More the miles travelled by f&v, the more likely they are to be doused with chemicals for preserving them.

Earlier I would often buy New Zealand plums, grapes or kiwis, Washington or Fuji apples, Thai guava, etc. But now I rarely buy them. My focus has changed to local. For eg: Indin grapes and plums or apples from Shimla or Kashmir or Kinnaur. Yes, there is so much to choose from!!

4.Desi vs hybrid

This is a common one in veggies such as tomatoes and cucumber. There’s a desi variety and a hybrid, the latter is more good looking and pricier. But the term 'hybrid' itself says it all. SoI buy the desi version hoping its more natural!!


Nature has designed so much variety for us, that is the best way to get wholesome nutrition!!

If you notice, you will realise there are only a certain set of veggies that are regularly made in your house. But if you go to a mandi and look around, there is so much more you can include!! So I like to add some excitement to my veggies by trying new ones. My latest experiment has been with leafy veggies. My son is a parantha fan and I have been adding bathua, red amaranth, green amaranth to his parantha, in addition to the regular palak and methi. For my own self, the new addition this winter is saag of radish leaves.

It’s not that veggies are difficult to make, the recipes are quite simple and similar. So there really is no excuse on why you shouldn’t add variety to your veggies!!

Organic or not

I don’t buy organic f&v. A few years ago I had bought some spinach and cauliflower at a holiday resort, they claimed it was from nearby farms and was organic. When we cooked it at home, the aroma and taste were to die for. The difference was clearly visible. But my subsequent experiences with organic f&v have not shown the same results. Hence I don’t buy organic because I don’t want to spend a lot and yet not be sure of whether it’s really organic or not. I know this is an area where I can learn more and implement better, hopefully, that should happen soon!! But I feel organic is not the most important change I have to do in my life. There is so much else I did that helped me in my healing journey.

To sum it up:

For the time being, I enjoy my f&v shopping following the simple rules of buying seasonal, local, fresh and a variety. Overall my idea is to follow my instinct and enjoy the process. I hope you find my sharing of some help in your f&v shopping. I would love to hear from you and learn from your experience as well. Do share through your comments below.

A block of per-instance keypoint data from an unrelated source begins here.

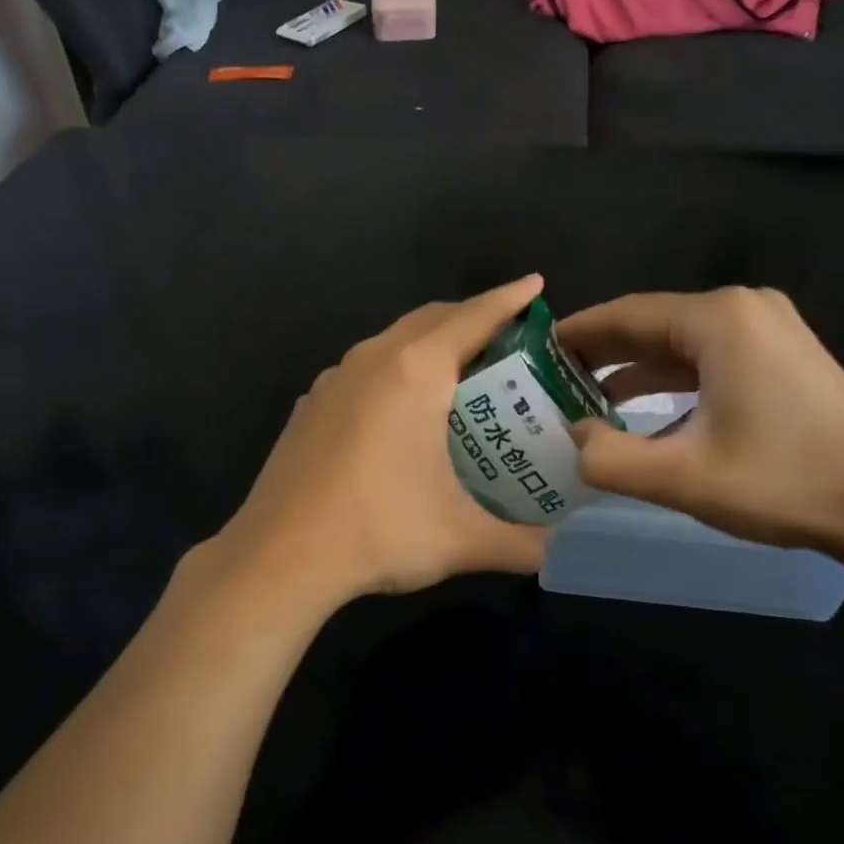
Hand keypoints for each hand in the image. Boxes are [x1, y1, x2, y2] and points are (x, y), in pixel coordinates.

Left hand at [210, 275, 552, 609]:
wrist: (278, 558)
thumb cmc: (378, 532)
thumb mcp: (462, 540)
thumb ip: (525, 544)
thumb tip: (565, 550)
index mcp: (415, 372)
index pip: (474, 317)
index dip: (509, 299)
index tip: (536, 285)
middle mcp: (372, 359)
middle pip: (432, 319)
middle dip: (472, 317)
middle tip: (508, 340)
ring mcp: (333, 379)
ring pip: (393, 341)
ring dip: (430, 343)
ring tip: (460, 373)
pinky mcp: (310, 404)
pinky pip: (364, 368)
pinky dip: (395, 370)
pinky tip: (402, 412)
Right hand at [557, 288, 843, 555]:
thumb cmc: (784, 480)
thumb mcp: (684, 477)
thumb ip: (611, 459)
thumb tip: (573, 437)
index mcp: (718, 320)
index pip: (626, 314)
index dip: (578, 334)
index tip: (537, 353)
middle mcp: (743, 309)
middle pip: (652, 323)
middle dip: (602, 352)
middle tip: (553, 379)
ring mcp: (770, 328)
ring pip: (681, 341)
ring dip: (635, 368)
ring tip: (587, 397)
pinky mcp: (784, 354)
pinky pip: (710, 355)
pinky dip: (672, 377)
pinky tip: (645, 408)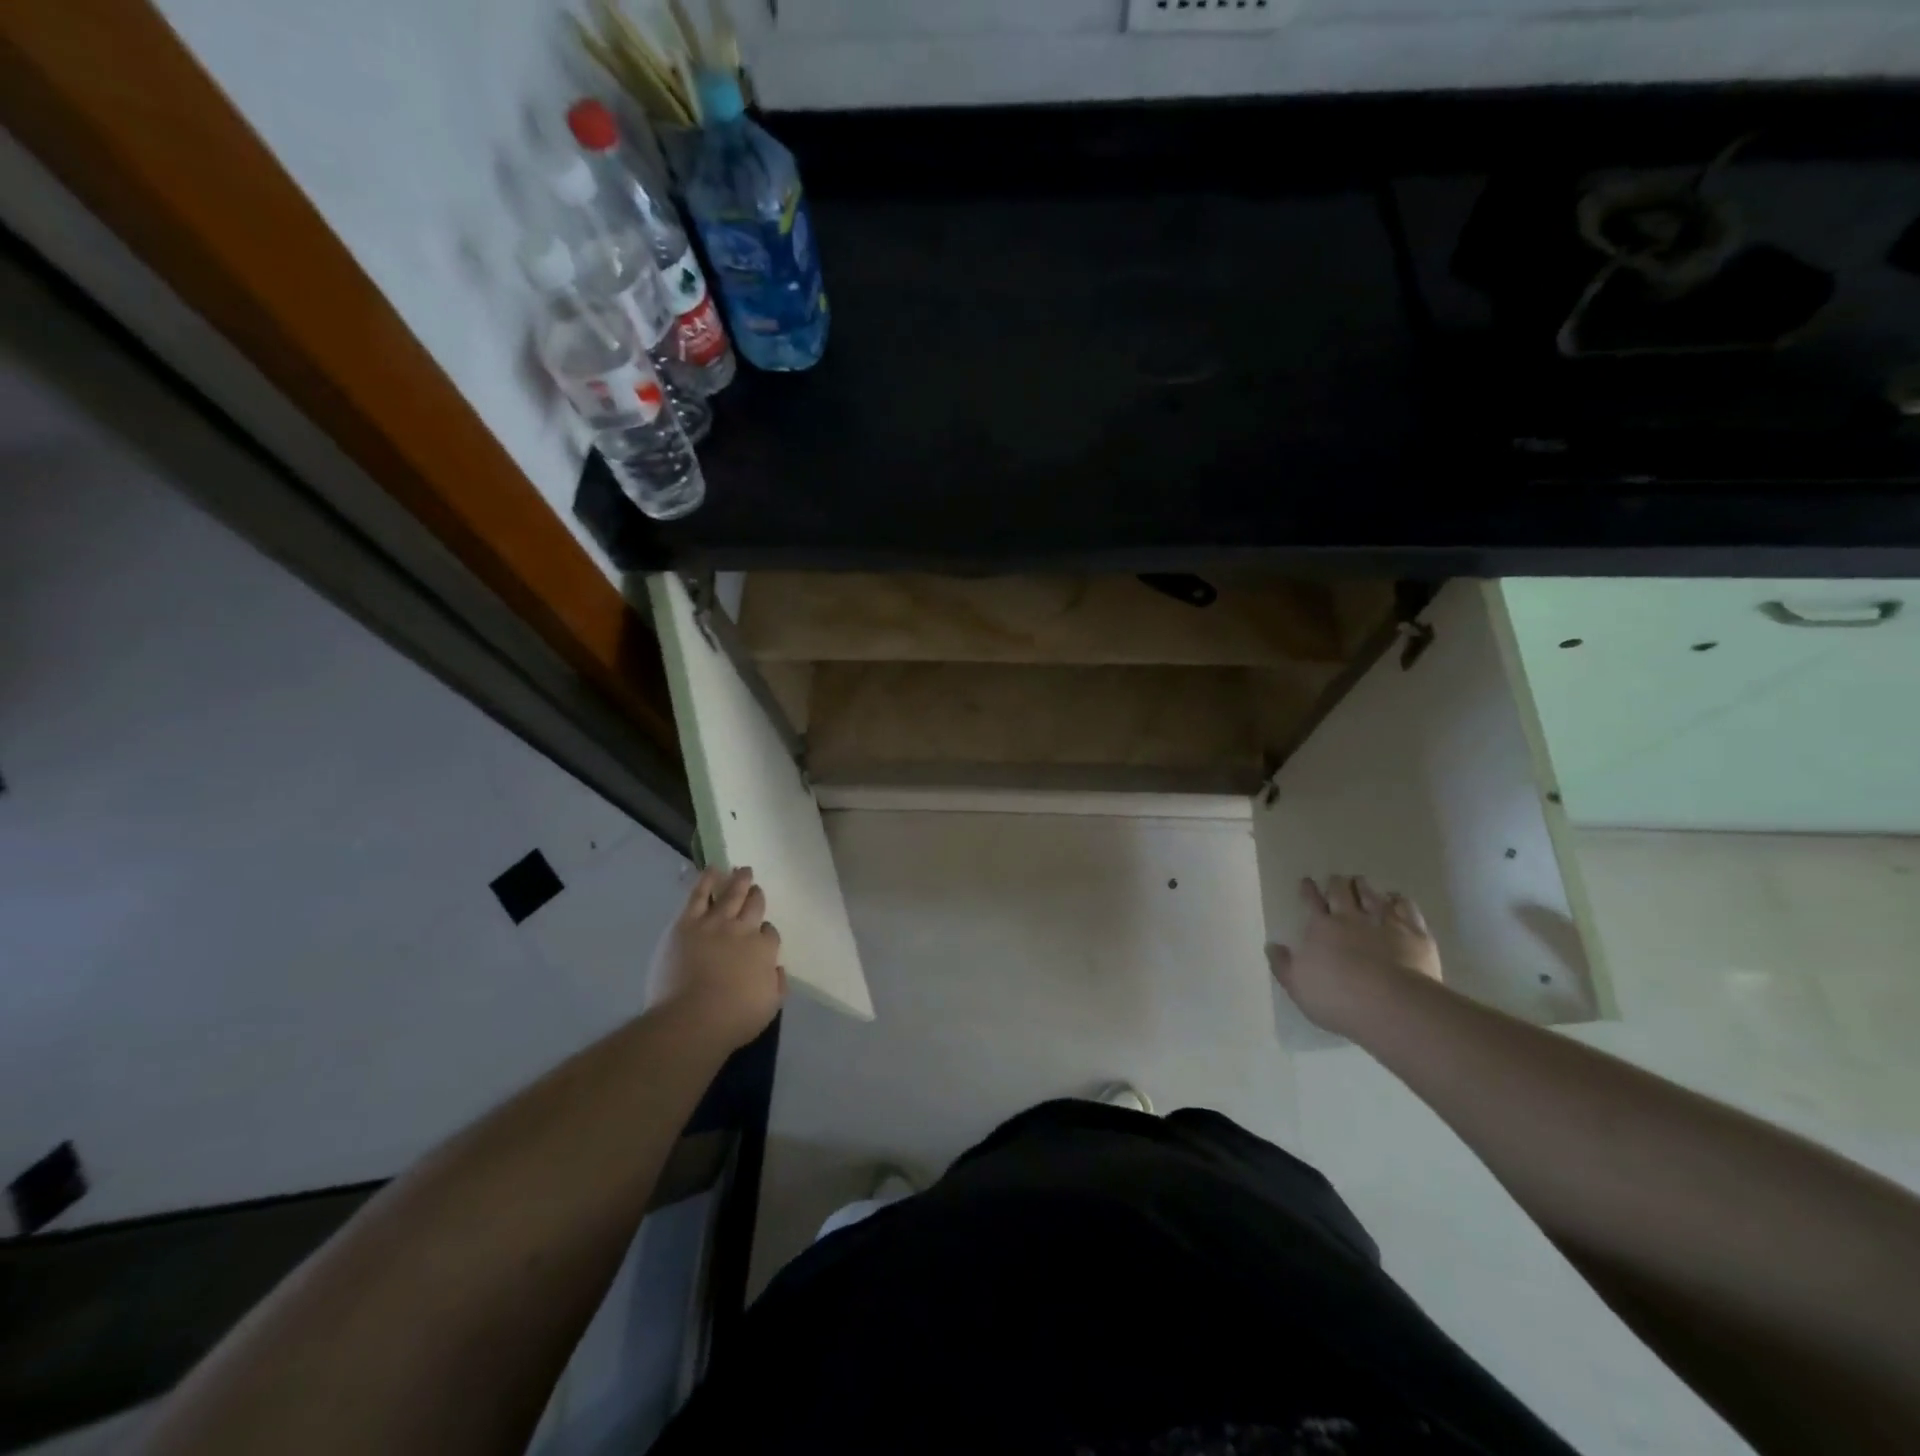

Image credit for title pic: Alexas_Fotos via pixabay


Disclaimer: The health journeys, blogs, videos and all other content on Wellcure is for educational purposes only and is not to be considered a ‘medical advice’ ‘prescription’ or a ‘cure’ for diseases. Any specific changes by users, in medication, food & lifestyle, must be done under the guidance of licensed health practitioners. The views expressed by the users are their personal views and Wellcure claims no responsibility for them.

05:04 PM | 24-12-2018

Agree with most observations and comments!
Some how buying F&V came early as a responsibility on to me and I realise that I enjoy it too!
More and more we have started to see big sized and almost seedless varieties of F&V! While they look good, I try to stick to the normal and indeed worried abt them spoiling the normal pools an produce in the long run!
Buy mostly seasonal stuff and stay away from exotic varieties!
For all of us who don’t buy F&V everyday, preserving and storing is also an important aspect!